Published on Wednesday, 08 September 2010 20:00
Written by Will
|Directed By||Paul South, William Taft|
|Written By||William Taft|
|Starring||Seth Correa, Steve Williams, Denise Carroll, Stephen Bellinger, Elmer Parker, Marcia Trayford, Marc Saleme, Vito Spino, Kelly Farrar|
|DVD Distributer||Northeast Film Group|
|MPAA Rating||Not Rated|
|By It Now On|
An uncompromising look at Berdella's day to day existence...
Lord Byron, in the satirical poem Don Juan
'Tis strange - but true; for truth is always strange; Stranger than fiction'
Byron's words so often ring true in the fucked up world in which we live. The case of Bob Berdella, a.k.a "The Kansas City Butcher" is a prime example of this adage. For those of you unfamiliar with Berdella's exploits, allow me to recap; between the years 1984 through 1987, Kansas City Missouri resident Robert Berdella kidnapped, raped, tortured, mutilated and killed at least six young men. He was apprehended April 2nd, 1988, after his last victim freed himself and jumped from the second story of Bob's house, to be discovered by a meter reader who alerted the authorities.
There are more serial killer pictures circulating than there are actual serial killers. Most are garbage purporting to expose the facts. Sometimes they do, but more often than not a lot of artistic license is taken with the subject matter, one need only look at crap like Ed Gein: The Butcher of Plainfield
to understand. In cases such as in the above mentioned film, the "facts" have become sensationalized and embellished until what is left is so compromised it should not carry the name. These monsters kill real people, people with families, many members of which are still alive and must deal with the pain of their losses everyday. To take artistic license with the facts is a travesty and should not be done to entertain bubbleheads incapable of distinguishing between tabloid sensationalism and the truth.

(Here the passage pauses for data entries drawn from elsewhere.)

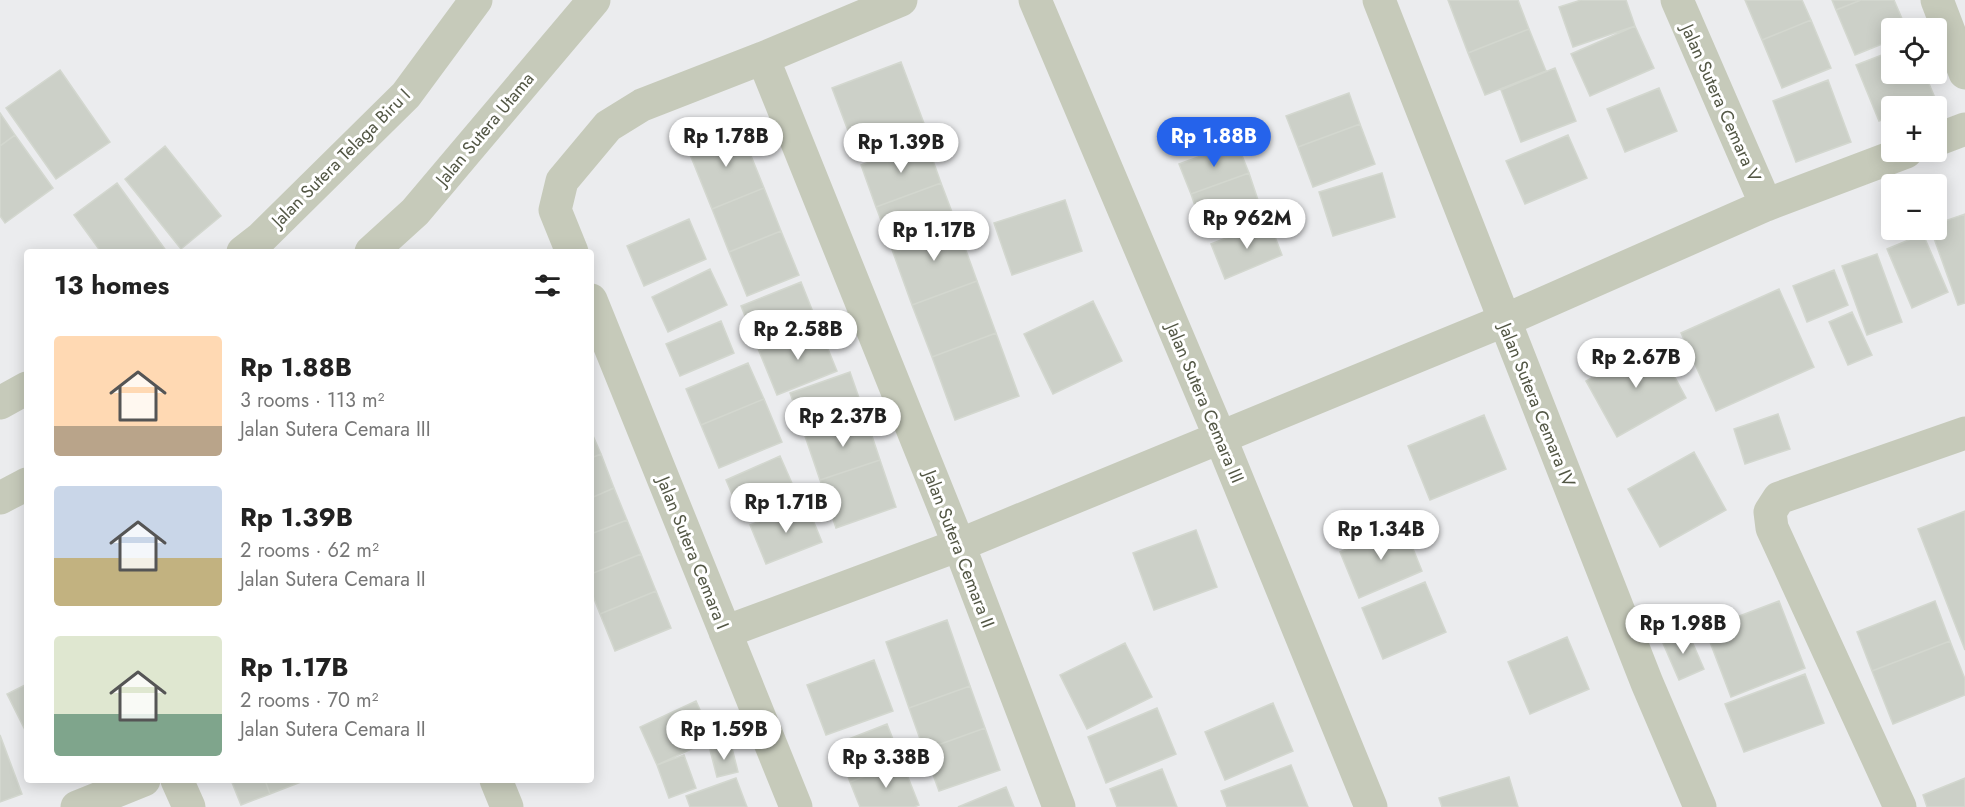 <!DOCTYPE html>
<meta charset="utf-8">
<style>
body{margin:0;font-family:Jost,sans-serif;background:#f6f6f6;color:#222;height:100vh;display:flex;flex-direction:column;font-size:22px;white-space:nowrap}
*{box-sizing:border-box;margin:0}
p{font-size:20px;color:#767676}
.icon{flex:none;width:33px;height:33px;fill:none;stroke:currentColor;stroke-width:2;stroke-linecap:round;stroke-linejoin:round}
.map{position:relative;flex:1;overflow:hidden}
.details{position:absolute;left:24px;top:249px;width:570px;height:534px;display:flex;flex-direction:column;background:#fff;border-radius:6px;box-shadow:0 3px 15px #0003}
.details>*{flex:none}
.controls{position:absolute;left:1881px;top:18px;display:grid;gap:12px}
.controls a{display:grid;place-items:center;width:66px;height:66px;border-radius:6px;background:#fff;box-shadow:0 3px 15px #0003;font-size:30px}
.price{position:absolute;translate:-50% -51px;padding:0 14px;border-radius:21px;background:#fff;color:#222;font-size:20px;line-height:39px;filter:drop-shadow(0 2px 3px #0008)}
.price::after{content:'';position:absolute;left:50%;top:36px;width:18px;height:14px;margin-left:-9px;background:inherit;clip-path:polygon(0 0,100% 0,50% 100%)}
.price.selected{background:#2563eb;color:#fff}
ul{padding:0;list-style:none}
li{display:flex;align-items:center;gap:18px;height:150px;padding:0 30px}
li span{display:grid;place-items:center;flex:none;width:168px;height:120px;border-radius:6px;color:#555}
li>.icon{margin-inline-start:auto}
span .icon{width:72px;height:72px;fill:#fffc;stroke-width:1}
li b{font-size:26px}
h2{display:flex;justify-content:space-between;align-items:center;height:72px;padding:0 30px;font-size:26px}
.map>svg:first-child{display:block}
</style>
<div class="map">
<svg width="1965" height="807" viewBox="0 0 1965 807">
<rect width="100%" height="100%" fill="#ebecee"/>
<!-- building -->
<path fill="#ccd0c8" stroke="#d3d7cf" stroke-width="1.5" d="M1448,0H1518L1529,29L1468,53Z
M1581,0H1626L1635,26L1573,47L1559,7Z
M1745,0H1802L1811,20L1762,40Z
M1832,0H1861L1836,10Z
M1861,0H1894L1906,28H1892V40L1855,55L1836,10Z
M1811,20L1831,68L1782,88L1762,40Z
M1635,26L1654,68L1590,96L1571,54Z
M1529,29L1546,71L1485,95L1468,53Z
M1892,51V74H1925L1935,98L1914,106H1892V116L1879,121L1856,65Z
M901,62L925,126L856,152L832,88Z
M1555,68L1576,121L1521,142L1501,90Z
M60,70L110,142L56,179L6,108Z
M1828,80L1851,142L1796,162L1773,101Z
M1659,88L1677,131L1625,152L1607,109Z
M1349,93L1360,124L1298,147L1286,116Z
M0,113L15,135L0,146Z
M1360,124L1375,164L1313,187L1298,147Z
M739,126L764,188L712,209L687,147Z
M15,135L53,188L5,223L0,216V146Z
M1568,135L1587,178L1525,204L1506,161Z
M926,141L941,183L876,207L861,165Z
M1237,143L1249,173L1191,194L1179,164Z
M165,146L221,216L181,249L125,179Z
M1249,173L1261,209L1203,230L1191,194Z
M1382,173L1395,217L1333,236L1319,192Z
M117,183L167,252H101L74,215Z
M941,183L955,220L890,244L876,207Z
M764,188L781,231L729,252L712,209Z
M1065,200L1082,251L1012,275L994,223Z
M1965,214V303L1958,305L1931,230H1936V224Z
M689,219L706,259L644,286L627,246Z
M955,220L977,281L912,305L890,244Z
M1269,221L1282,255L1225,279L1211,244Z
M781,231L799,275L747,296L729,252Z
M1923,234L1948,292L1912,308L1887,249Z
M1877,254L1902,322L1867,335L1842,266Z
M710,269L727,305L668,332L652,297Z
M1834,270L1848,305L1807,322L1793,286Z
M977,281L996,333L932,357L912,305Z
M801,282L819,327L759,351L741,306Z
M1779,289L1814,367L1716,411L1681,333Z
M1093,301L1122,361L1053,394L1024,334Z
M1852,312L1872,355L1848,365L1829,322Z
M721,321L734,353L680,376L666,344Z
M819,327L837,371L777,395L759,351Z
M996,333L1019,396L955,420L932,357Z
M1656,342L1686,398L1617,437L1586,381Z
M748,363L764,399L701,425L686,389Z
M850,372L865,415L805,436L790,393Z
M764,399L782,442L719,468L701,425Z
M1778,414L1790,449L1745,464L1734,429Z
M865,415L880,460L820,480L805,436Z
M1484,415L1506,469L1430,500L1408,446Z
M591,431L601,454L591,458Z
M1694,452L1726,510L1660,547L1628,489Z
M601,454L614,488L591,498V458Z
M780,456L795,490L740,513L726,480Z
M880,460L896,507L836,528L820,480Z
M614,488L627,520L591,534V498Z
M806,503L822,542L766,564L750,525Z
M1965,511V650L1918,529Z
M627,520L641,554L591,574V534Z
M1403,524L1422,571L1359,598L1340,552Z
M1196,530L1217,587L1154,610L1133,553Z
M641,554L656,591L600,614L591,591V574Z
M1425,582L1446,632L1383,659L1362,608Z
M656,591L671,628L615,651L600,614Z
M1779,601L1805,668L1731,697L1705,629Z
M1935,601L1950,641L1872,671L1857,632Z
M947,620L970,686L909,708L886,642Z
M1687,630L1704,669L1679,680L1662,641Z
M1567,637L1589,689L1530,714L1508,662Z
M1950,641L1965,679V695L1893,724L1872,671Z
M1125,643L1152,697L1087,729L1060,675Z
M874,660L893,711L826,735L807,685Z
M1805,674L1824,723L1744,752L1725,704Z
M27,684V734L7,694Z
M970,686L985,728L924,750L909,708Z
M696,701L713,739L657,765L640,727Z
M1273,703L1293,751L1225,780L1205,732Z
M1157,708L1176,754L1106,783L1088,737Z
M887,724L902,762L850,782L836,744Z
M985,728L1000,770L939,791L924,750Z
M0,735L22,794L0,802Z
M731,744L738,772L717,777L710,750Z
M684,755L696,788L669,798L657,765Z
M902,762L919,805L914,807H860L850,782Z
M1291,765L1308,807H1227L1221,791Z
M1162,769L1177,807H1117L1110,789Z
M1509,777L1518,807H1442L1439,798Z
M736,778L747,807H690L686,796Z
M1965,778V807H1927L1923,795Z
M231,780H265L270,794L241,805Z
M265,780H306L270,794Z
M1006,787L1014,807H958Z"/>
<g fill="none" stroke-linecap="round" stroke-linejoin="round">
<!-- minor -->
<path stroke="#c6caba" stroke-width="33" d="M1035,0L1220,437L1371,807
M1379,0L1647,683L1700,807
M1677,0L1766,205
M1937,0L1965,73
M763,58L959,545L1059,807
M1936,140L1965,129
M243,252L261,238L406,95L476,0
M371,252L415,212L594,0
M572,252L555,210L562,181L608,126L642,105L763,58L901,0
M591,300L796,807
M0,403L27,388
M0,498L27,484
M725,632L959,545L1503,321L1766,205L1906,152
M177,780L189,807
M496,780L507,807
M77,807L144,780
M1900,807L1772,528L1770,512L1779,498L1965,433"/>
</g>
<g text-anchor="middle" stroke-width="6" stroke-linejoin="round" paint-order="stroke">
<!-- street labels -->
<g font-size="18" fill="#535745" stroke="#fff">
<text transform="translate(1721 103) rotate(66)" y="6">Jalan Sutera Cemara V</text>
<text transform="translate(485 129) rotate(-50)" y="6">Jalan Sutera Utama</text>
<text transform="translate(341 158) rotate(-45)" y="6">Jalan Sutera Telaga Biru I</text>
<text transform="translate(1205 403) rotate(67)" y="6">Jalan Sutera Cemara III</text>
<text transform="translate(1537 405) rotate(68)" y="6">Jalan Sutera Cemara IV</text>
<text transform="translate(959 549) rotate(69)" y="6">Jalan Sutera Cemara II</text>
<text transform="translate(693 553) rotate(68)" y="6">Jalan Sutera Cemara I</text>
</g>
</g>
</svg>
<div class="controls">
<a><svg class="icon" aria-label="locate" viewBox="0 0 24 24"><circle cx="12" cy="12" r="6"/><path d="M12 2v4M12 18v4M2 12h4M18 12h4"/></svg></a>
<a>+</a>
<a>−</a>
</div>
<b class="price" style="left:726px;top:168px">Rp 1.78B</b>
<b class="price selected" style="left:1214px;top:168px">Rp 1.88B</b>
<b class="price" style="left:901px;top:174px">Rp 1.39B</b>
<b class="price" style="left:1247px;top:250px">Rp 962M</b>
<b class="price" style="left:934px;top:262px">Rp 1.17B</b>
<b class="price" style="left:798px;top:361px">Rp 2.58B</b>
<b class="price" style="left:1636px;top:389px">Rp 2.67B</b>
<b class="price" style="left:843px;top:448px">Rp 2.37B</b>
<b class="price" style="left:786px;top:534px">Rp 1.71B</b>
<b class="price" style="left:1381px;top:561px">Rp 1.34B</b>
<b class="price" style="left:1683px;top:655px">Rp 1.98B</b>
<b class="price" style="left:724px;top:761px">Rp 1.59B</b>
<b class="price" style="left:886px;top:789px">Rp 3.38B</b>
<section class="details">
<h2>13 homes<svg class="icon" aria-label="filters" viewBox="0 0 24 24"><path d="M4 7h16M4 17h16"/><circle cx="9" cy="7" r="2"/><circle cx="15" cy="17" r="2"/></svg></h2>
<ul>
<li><span style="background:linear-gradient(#ffd9b3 75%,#b9a48a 0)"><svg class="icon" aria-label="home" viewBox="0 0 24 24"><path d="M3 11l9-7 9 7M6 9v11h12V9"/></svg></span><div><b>Rp 1.88B</b><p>3 rooms · 113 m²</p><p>Jalan Sutera Cemara III</p></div></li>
<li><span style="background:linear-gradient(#c9d6e8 60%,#c2b280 0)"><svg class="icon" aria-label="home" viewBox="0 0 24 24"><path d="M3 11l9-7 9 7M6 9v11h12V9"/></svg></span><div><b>Rp 1.39B</b><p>2 rooms · 62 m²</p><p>Jalan Sutera Cemara II</p></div></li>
<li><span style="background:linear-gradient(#dfe7d0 65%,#7fa58c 0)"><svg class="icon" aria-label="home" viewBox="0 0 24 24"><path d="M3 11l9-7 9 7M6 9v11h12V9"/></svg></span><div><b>Rp 1.17B</b><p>2 rooms · 70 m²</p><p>Jalan Sutera Cemara II</p></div></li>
</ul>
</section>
</div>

Filmmakers Paul South and William Taft thankfully have not done that in the case of Berdella. Instead they have taken the well documented facts of the story and have painstakingly recreated the monsters footsteps. Working from crime scene photographs and eyewitness testimony they have unleashed a graphic, thorough examination of this sociopath's exploits. After having watched the film I began checking the facts and found their telling of the tale to be a disturbingly realistic portrait of what was going on in Kansas City, Missouri in the 1980's.
Opening with a drunken Berdella (Seth Correa), staggering up the street, the film instantly plunges viewers into Bobby's world. This is in large part achieved via the performance of Seth Correa who expertly channels the same Bob Berdella I found while researching this review. Correa's take is nothing short of masterful. At no point watching this was my suspension of disbelief compromised. This combined with South and Taft's handling of the story never denigrates the material or cheapens the impact with inconsistencies. They lay it out plainly and without filter.
The only change in the facts is the victims names whom the filmmakers wisely changed to avoid drawing unnecessary attention to families involved. Aside from this, the film is shot in a documentarian fashion that presents viewers an uncompromising look at Berdella's day to day existence during the time frame of his crimes. South and Taft invite viewers to enter Bob's house and watch without safety nets, the machinations of insanity. If serial killers pique your morbid curiosity, Berdella, is a film you should not miss!